## ACTIVITY
Line by line, retype the whole listing exactly.

## RECORDS PROVIDED
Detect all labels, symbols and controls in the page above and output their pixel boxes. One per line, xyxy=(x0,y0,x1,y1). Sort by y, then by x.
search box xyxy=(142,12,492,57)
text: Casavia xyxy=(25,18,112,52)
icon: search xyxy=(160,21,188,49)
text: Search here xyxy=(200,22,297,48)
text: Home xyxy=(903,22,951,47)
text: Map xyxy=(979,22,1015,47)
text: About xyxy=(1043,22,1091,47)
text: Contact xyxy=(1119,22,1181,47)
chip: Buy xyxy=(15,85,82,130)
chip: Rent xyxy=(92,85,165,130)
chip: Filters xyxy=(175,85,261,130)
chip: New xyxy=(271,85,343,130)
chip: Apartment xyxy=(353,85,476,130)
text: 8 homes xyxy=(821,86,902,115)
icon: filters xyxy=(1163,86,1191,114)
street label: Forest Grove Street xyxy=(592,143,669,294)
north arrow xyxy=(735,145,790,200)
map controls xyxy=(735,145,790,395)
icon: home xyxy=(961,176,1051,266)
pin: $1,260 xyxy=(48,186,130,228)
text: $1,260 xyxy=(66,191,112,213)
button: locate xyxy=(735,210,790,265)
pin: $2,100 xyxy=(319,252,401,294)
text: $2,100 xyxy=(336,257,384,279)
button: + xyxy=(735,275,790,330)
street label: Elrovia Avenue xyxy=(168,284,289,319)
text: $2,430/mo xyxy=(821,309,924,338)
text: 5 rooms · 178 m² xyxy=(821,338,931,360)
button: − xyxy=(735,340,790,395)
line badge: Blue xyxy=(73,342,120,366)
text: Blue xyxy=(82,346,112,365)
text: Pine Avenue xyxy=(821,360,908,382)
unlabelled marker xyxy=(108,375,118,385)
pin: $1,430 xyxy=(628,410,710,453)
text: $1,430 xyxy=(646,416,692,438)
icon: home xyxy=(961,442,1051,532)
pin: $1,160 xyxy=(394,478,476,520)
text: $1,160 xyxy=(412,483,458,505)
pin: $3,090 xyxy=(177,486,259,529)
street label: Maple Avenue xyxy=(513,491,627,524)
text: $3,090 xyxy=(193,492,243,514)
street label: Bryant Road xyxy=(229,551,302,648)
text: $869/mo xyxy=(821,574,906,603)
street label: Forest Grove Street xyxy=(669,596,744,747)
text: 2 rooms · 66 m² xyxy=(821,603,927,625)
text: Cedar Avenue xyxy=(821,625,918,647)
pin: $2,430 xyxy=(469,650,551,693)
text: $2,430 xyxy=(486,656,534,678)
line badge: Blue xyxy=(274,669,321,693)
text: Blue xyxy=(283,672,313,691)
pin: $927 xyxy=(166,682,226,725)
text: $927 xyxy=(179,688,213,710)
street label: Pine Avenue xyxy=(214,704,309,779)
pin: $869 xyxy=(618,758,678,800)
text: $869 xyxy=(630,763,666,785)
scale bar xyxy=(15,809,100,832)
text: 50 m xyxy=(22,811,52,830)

## RESULT
Detect all labels, symbols and controls in the page above and output their pixel boxes. One per line, xyxy=(x0,y0,x1,y1). Sort by y, then by x.
search box xyxy=(142,12,492,57)
text: Casavia xyxy=(25,18,112,52)
icon: search xyxy=(160,21,188,49)
text: Search here xyxy=(200,22,297,48)
text: Home xyxy=(903,22,951,47)
text: Map xyxy=(979,22,1015,47)
text: About xyxy=(1043,22,1091,47)
text: Contact xyxy=(1119,22,1181,47)
chip: Buy xyxy=(15,85,82,130)
chip: Rent xyxy=(92,85,165,130)
chip: Filters xyxy=(175,85,261,130)
chip: New xyxy=(271,85,343,130)
chip: Apartment xyxy=(353,85,476,130)
text: 8 homes xyxy=(821,86,902,115)
icon: filters xyxy=(1163,86,1191,114)
street label: Forest Grove Street xyxy=(592,143,669,294)
north arrow xyxy=(735,145,790,200)
map controls xyxy=(735,145,790,395)
icon: home xyxy=(961,176,1051,266)
pin: $1,260 xyxy=(48,186,130,228)
text: $1,260 xyxy=(66,191,112,213)
button: locate xyxy=(735,210,790,265)
pin: $2,100 xyxy=(319,252,401,294)
text: $2,100 xyxy=(336,257,384,279)
button: + xyxy=(735,275,790,330)
street label: Elrovia Avenue xyxy=(168,284,289,319)
text: $2,430/mo xyxy=(821,309,924,338)
text: 5 rooms · 178 m² xyxy=(821,338,931,360)
button: − xyxy=(735,340,790,395)
line badge: Blue xyxy=(73,342,120,366)
text: Blue xyxy=(82,346,112,365)
text: Pine Avenue xyxy=(821,360,908,382)
unlabelled marker xyxy=(108,375,118,385)
pin: $1,430 xyxy=(628,410,710,453)
text: $1,430 xyxy=(646,416,692,438)
icon: home xyxy=(961,442,1051,532)
pin: $1,160 xyxy=(394,478,476,520)
text: $1,160 xyxy=(412,483,458,505)
pin: $3,090 xyxy=(177,486,259,529)
street label: Maple Avenue xyxy=(513,491,627,524)
text: $3,090 xyxy=(193,492,243,514)
street label: Bryant Road xyxy=(229,551,302,648)
text: $869/mo xyxy=(821,574,906,603)
street label: Forest Grove Street xyxy=(669,596,744,747)
text: 2 rooms · 66 m² xyxy=(821,603,927,625)
text: Cedar Avenue xyxy=(821,625,918,647)
pin: $2,430 xyxy=(469,650,551,693)
text: $2,430 xyxy=(486,656,534,678)
line badge: Blue xyxy=(274,669,321,693)
text: Blue xyxy=(283,672,313,691)
pin: $927 xyxy=(166,682,226,725)
text: $927 xyxy=(179,688,213,710)
street label: Pine Avenue xyxy=(214,704,309,779)
pin: $869 xyxy=(618,758,678,800)
text: $869 xyxy=(630,763,666,785)
scale bar xyxy=(15,809,100,832)
text: 50 m xyxy=(22,811,52,830)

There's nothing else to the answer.